While writing (and trying to actually finish) #320, follow-up work has sprung to mind. Just jotting down so I don't forget. This list might grow with time.

• [ ] Since #326 (specifically b9d2191fa34a25c15d72eab50e7c2007de1ad4d7) landed, we now do a cincoffset and cmove. We should instead convert the SPILL_SLOT_c* offsets to be negative relative to an unmoved csp and then do the cincoffset instead of the cmove. This is easy, barely worth mentioning, but I'd rather do it after rather than before #320, because rebasing is getting old.
• [ ] @davidchisnall's "assume MSHWM now" comment; it's been a long time since we've driven without it (though @rmn30 notes that it could be useful to keep configurable for benchmarking)
  • [ ] After that, it would be nice to permute the fields of TrustedStackGeneric to make its tuple-like nature (spill frame, stack, miscellaneous state) more obvious; and some more commentary here couldn't hurt.
• [ ] .Lswitch_trusted_stack_exhausted looks an awful lot like a subset of switcher_skip_compartment_call.

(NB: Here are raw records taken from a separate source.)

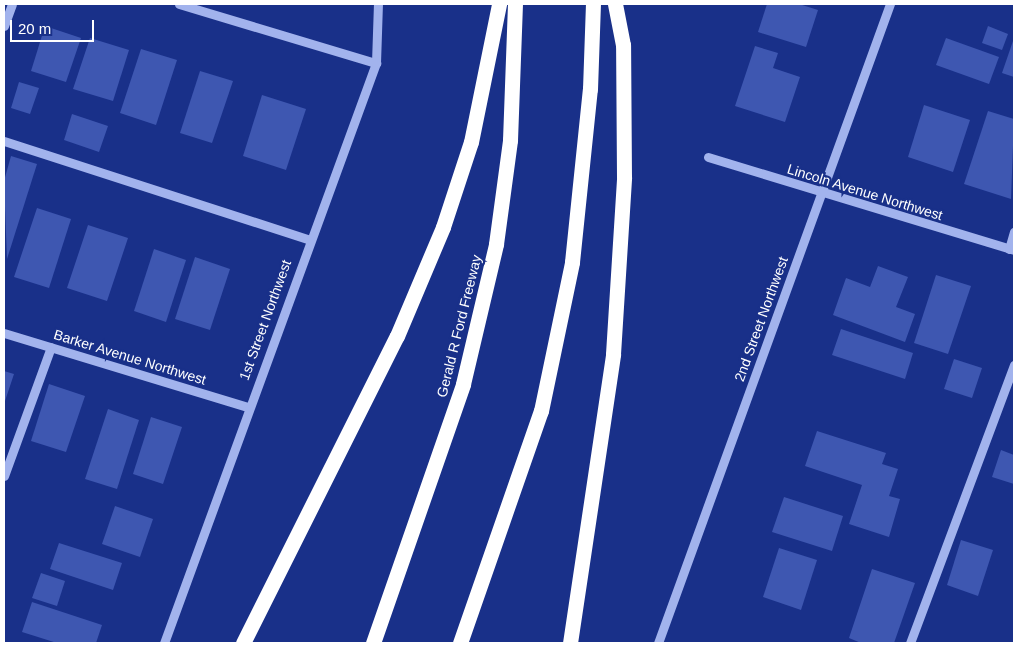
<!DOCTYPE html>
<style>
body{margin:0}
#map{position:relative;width:1018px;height:647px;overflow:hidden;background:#193089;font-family:Arial,sans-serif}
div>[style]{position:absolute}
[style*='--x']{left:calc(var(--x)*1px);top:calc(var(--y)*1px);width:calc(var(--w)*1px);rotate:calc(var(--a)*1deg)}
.building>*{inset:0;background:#3e57b1}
.minor>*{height:9px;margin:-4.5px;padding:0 4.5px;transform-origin:4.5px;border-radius:4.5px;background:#a2b3ed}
.highway>*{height:15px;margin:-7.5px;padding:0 7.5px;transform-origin:7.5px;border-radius:7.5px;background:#fff}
span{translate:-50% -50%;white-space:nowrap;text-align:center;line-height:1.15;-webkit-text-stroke:4.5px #193089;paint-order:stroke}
.street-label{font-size:14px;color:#fff}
.frame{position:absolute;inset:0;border:5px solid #fff;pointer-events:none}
.scale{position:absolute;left:10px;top:20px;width:84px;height:22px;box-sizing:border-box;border:2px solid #fff;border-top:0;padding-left:6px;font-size:15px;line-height:18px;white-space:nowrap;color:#fff;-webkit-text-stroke:4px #193089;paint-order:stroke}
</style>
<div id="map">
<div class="building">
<div style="clip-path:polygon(767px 4px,799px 4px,818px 10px,806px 47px,758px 32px)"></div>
<div style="clip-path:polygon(45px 26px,81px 38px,66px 82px,31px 71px)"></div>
<div style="clip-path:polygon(988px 26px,1008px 34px,1002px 50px,982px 43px)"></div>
<div style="clip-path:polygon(90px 38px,129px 50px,113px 101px,73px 89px)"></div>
<div style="clip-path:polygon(946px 38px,999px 57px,989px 84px,936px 65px)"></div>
<div style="clip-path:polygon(1014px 38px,1014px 77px,1002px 73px)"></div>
<div style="clip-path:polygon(755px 46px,778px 53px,773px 68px,800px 77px,785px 122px,735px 106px)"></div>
<div style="clip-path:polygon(141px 49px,177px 60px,156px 125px,120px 113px)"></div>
<div style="clip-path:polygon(200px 71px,233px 81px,212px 143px,180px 133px)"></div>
<div style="clip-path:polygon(19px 82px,39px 88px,30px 114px,11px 108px)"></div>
<div style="clip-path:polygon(262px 95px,306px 109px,286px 170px,243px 156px)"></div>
<div style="clip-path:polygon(924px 105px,970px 120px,953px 172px,908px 157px)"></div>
<div style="clip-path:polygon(988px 111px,1014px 119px,1011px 199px,964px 184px)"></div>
<div style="clip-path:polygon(72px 114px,108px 126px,99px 152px,64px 140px)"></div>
<div style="clip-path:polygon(11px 156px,37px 164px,7px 259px,4px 181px)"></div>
<div style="clip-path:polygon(37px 208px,71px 219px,49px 288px,14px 277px)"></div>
<div style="clip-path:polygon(88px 225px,128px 238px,107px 301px,67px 288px)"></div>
<div style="clip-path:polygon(154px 249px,186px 260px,166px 322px,134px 311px)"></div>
<div style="clip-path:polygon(195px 257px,230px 269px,210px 330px,175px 319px)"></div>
<div style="clip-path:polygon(878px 266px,908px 277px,896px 307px,915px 314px,905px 342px,833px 315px,846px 278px,870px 287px)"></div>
<div style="clip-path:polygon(936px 275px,971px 286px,948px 354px,914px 343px)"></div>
<div style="clip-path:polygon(841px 329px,913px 353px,905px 379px,832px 355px)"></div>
<div style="clip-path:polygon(954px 359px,982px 368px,972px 398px,944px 389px)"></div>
<div style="clip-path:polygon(4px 371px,14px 374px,4px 404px)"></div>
<div style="clip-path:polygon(49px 384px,85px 396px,66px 452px,31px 441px)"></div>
<div style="clip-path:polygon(108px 409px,139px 420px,117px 489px,85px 479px)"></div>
<div style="clip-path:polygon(151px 417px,182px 427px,163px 484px,133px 474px)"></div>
<div style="clip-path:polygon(817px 431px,886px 453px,882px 464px,898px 469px,889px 496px,900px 499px,889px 537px,849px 524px,862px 485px,805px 466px)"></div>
<div style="clip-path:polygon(1001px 450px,1014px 455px,1014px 484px,992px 477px)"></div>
<div style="clip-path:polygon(784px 497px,843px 516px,832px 551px,772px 532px)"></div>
<div style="clip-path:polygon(115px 506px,153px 519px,140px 557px,102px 544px)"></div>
<div style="clip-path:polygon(961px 540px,993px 550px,978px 596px,947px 585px)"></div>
<div style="clip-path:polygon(59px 543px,122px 563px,113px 590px,50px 569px)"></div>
<div style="clip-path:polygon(779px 548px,817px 560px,801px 610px,763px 597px)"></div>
<div style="clip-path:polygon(872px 569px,915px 583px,894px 643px,861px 643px,849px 638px)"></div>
<div style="clip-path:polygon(41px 573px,65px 581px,57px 606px,32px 598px)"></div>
<div style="clip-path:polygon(32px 602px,102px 625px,96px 643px,57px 643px,22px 632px)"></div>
</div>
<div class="minor">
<div style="--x:179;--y:4;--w:206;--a:16.7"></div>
<div style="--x:4;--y:26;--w:23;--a:-70"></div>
<div style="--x:4;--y:141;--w:322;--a:17.9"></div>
<div style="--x:708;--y:157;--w:320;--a:16.9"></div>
<div style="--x:1009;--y:249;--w:18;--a:-74"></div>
<div style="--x:4;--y:333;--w:255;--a:16.9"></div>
<div style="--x:4;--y:476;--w:137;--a:-70"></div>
<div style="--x:164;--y:643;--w:618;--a:-69.92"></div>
<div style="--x:376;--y:63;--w:59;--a:-88.1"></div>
<div style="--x:658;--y:643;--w:680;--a:-70.05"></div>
<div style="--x:910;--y:643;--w:297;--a:-69.5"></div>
</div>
<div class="highway">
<div style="--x:243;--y:643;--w:343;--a:-63.4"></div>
<div style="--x:397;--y:336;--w:118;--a:-67.1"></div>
<div style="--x:443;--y:227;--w:89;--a:-71.8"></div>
<div style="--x:471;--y:142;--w:141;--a:-78.5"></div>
<div style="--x:373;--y:643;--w:274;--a:-70.8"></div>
<div style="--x:463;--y:384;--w:144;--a:-76.7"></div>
<div style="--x:496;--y:244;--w:105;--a:-82.3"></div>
<div style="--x:510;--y:140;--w:136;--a:-87.9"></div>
<div style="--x:460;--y:643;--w:246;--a:-70.8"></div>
<div style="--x:541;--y:411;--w:152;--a:-78.2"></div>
<div style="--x:572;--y:262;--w:174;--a:-84.1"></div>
<div style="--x:590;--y:89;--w:85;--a:-88"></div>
<div style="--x:570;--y:643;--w:292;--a:-81.5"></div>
<div style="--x:613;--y:354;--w:177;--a:-86.4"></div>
<div style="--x:624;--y:177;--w:132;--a:-90.4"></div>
<div style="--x:623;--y:45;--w:42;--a:-101"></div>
</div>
<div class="street-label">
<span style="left:865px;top:192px;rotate:17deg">Lincoln Avenue Northwest</span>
<span style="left:761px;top:319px;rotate:-70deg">2nd Street Northwest</span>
<span style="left:265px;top:320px;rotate:-70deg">1st Street Northwest</span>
<span style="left:459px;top:326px;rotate:-76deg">Gerald R Ford Freeway</span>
<span style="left:130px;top:357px;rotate:17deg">Barker Avenue Northwest</span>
</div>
<div class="frame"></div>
<div class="scale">20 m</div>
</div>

Can we readily shuffle the latter so that the former can be made to look like .Lswitch_stack_too_small?
• [ ] .Lhandle_error_try_stackful and .Lhandle_error_try_stackless both want the value 0xffff in s1; can we shuffle things around so that that's live-in to both rather than being li-d separately in each?
• [ ] The CSetBoundsExact in .Lswitch_stack_chop could fail if stacks are large and the current cursor is not sufficiently aligned. We could, in decreasing order of preference,...
  • use CSetBoundsRoundDown (https://github.com/CHERIoT-Platform/cheriot-sail/pull/74) once it exists
  • decide that's OK, and just unwind back into the caller when we try to zero the stack, as now (because we're after the update to the TrustedStack::frameoffset at the end of .Ltrusted_stack_push) but with more documentation
  • manually test (I'd rather not stick more instructions on the fast path, but it is an option)
• [ ] .Lcommon_thread_exit clobbers mcause with a constant value, but mtval is also exposed to the scheduler and is not, at present, reset on the exit path. This allows the scheduler to see mtval values that it perhaps should not.

[davidchisnall]

One more for the list:

• [ ] Use MScratch as the temporary home of CSP so MTDC is always a trusted stack or null.